In 1954 Vietnam was divided into two by the Geneva Agreement. The vast majority of Catholics migrated to the South. The monks of Phuoc Son, as well as those of the first foundation at Chäu Son, had to abandon everything to settle in the South. Judging by appearances, this might have seemed a catastrophe. However, thanks to God's providence, it was accepted and lived out as an opportunity for the South to develop in many respects, including the growth of Catholicism and of Religious Life.

To begin with, as with other Orders, the Congregation's monasteries went on admitting candidates to the monastic life through the juniorate. However, the results were not satisfactory. since at most one in ten students stayed on to become monks.

In 1975 both parts of Vietnam were united, and the country from then on was governed by the Communist Party. There were restrictions imposed in many areas, including that of religious activity. This resembled the countries of Eastern Europe before 1989. No religious institute was allowed to admit new vocations. Some monasteries of the Congregation, including Phuoc Son, had to break up into small groups in order to survive.

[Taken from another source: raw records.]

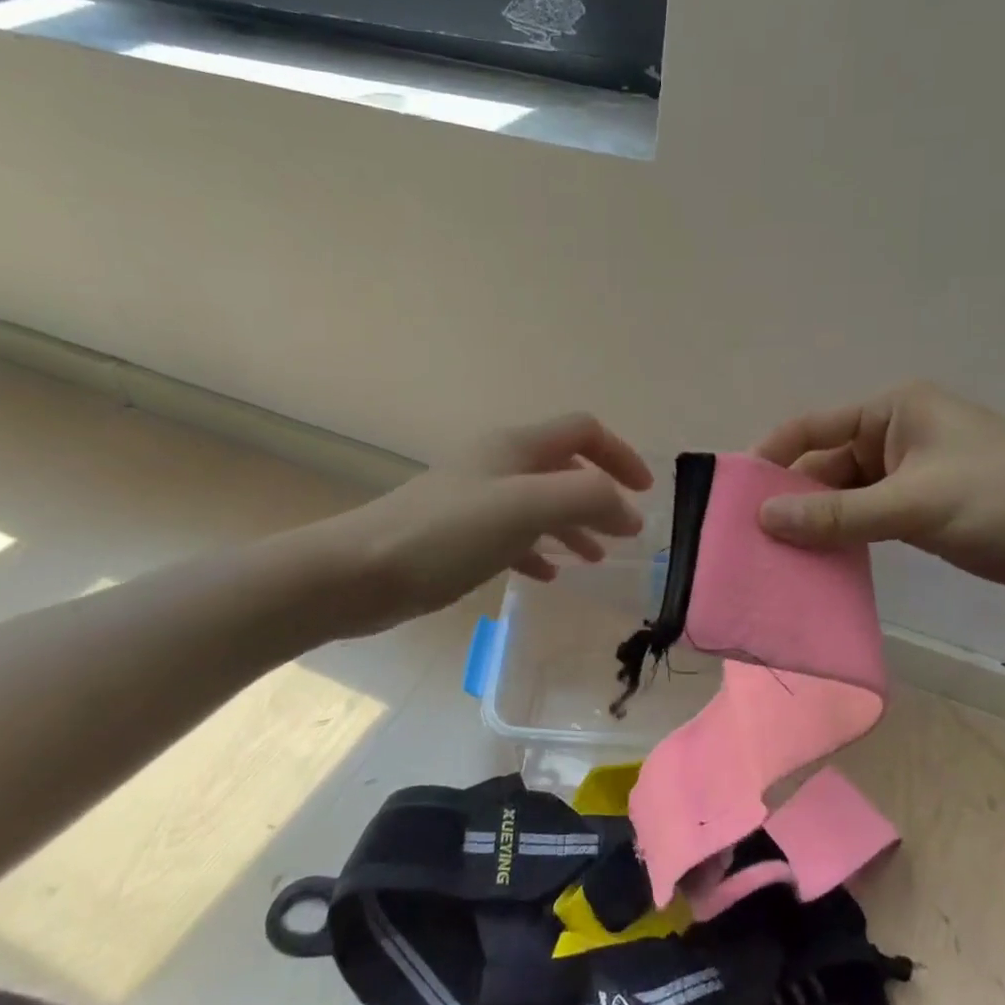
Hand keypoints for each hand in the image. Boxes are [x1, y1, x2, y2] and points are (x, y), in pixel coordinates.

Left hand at [322, 412, 652, 636]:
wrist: (359, 572)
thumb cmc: (448, 534)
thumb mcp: (528, 507)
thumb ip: (588, 498)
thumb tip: (631, 513)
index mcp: (517, 447)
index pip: (584, 430)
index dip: (620, 454)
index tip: (645, 493)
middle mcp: (498, 464)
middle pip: (564, 467)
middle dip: (599, 495)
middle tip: (623, 533)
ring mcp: (475, 499)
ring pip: (539, 503)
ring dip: (572, 525)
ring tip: (594, 559)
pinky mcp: (457, 535)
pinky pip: (512, 534)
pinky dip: (538, 549)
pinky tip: (546, 574)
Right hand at [753, 381, 1004, 594]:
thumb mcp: (915, 503)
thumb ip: (838, 513)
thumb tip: (764, 518)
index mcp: (891, 412)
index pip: (812, 429)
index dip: (771, 459)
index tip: (734, 497)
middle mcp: (894, 436)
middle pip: (825, 467)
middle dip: (792, 501)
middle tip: (751, 544)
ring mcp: (910, 476)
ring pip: (846, 498)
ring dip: (818, 525)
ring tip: (777, 561)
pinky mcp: (925, 511)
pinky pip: (870, 520)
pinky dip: (846, 539)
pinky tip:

In 1978 catastrophe struck Phuoc Son. The monastery was confiscated and the monks imprisoned!  After four months of internment, all the monks were freed, except the Prior, Fr Dominic, and another monk, who were held for six more years. Once out of prison, the brothers gathered into small communities to continue their monastic life, but under conditions which, both materially and spiritually, presented great hardships. In these circumstances no one considered admitting new vocations. But! And God alone knows what these buts are!

In 1986 the Government introduced a policy of openness in trade with the outside world.  As a result religious practice became progressively easier. In 1989 the collapse of Communisr regimes in Eastern Europe had its effect on the political situation in Vietnem, though the country remained under the Communists.Fr Dominic Pham Van Hien, once prior and novice-master, decided to return to the monastery of Phuoc Son, after spending a few years with his family. With the consent of Superiors he set about reopening the novitiate. Many problems remain, but vocations increase daily, from the fourteen original novices, eight of whom are now ordained priests, to the present eight novices and forty-two postulants.       


A review of the past gives us a glimpse of the attractions of monastic life in Phuoc Son.It is worth pointing out that the abundance of vocations is not just to monasteries, but to almost all religious bodies. Why is this so?

-     Firstly, the people are steeped in religious traditions: Buddhism, Confucianism, Caodäisme. These faiths have great esteem for the values of religious life, and those who follow this path are held in high regard. Nguyen Du, our famous national poet puts it thus: "Religious life is the source of happiness, while profane love is a chain binding us to misery." This veneration is part of a tradition which prompts men and women, thirsting for the absolute, to take refuge in temples and monasteries.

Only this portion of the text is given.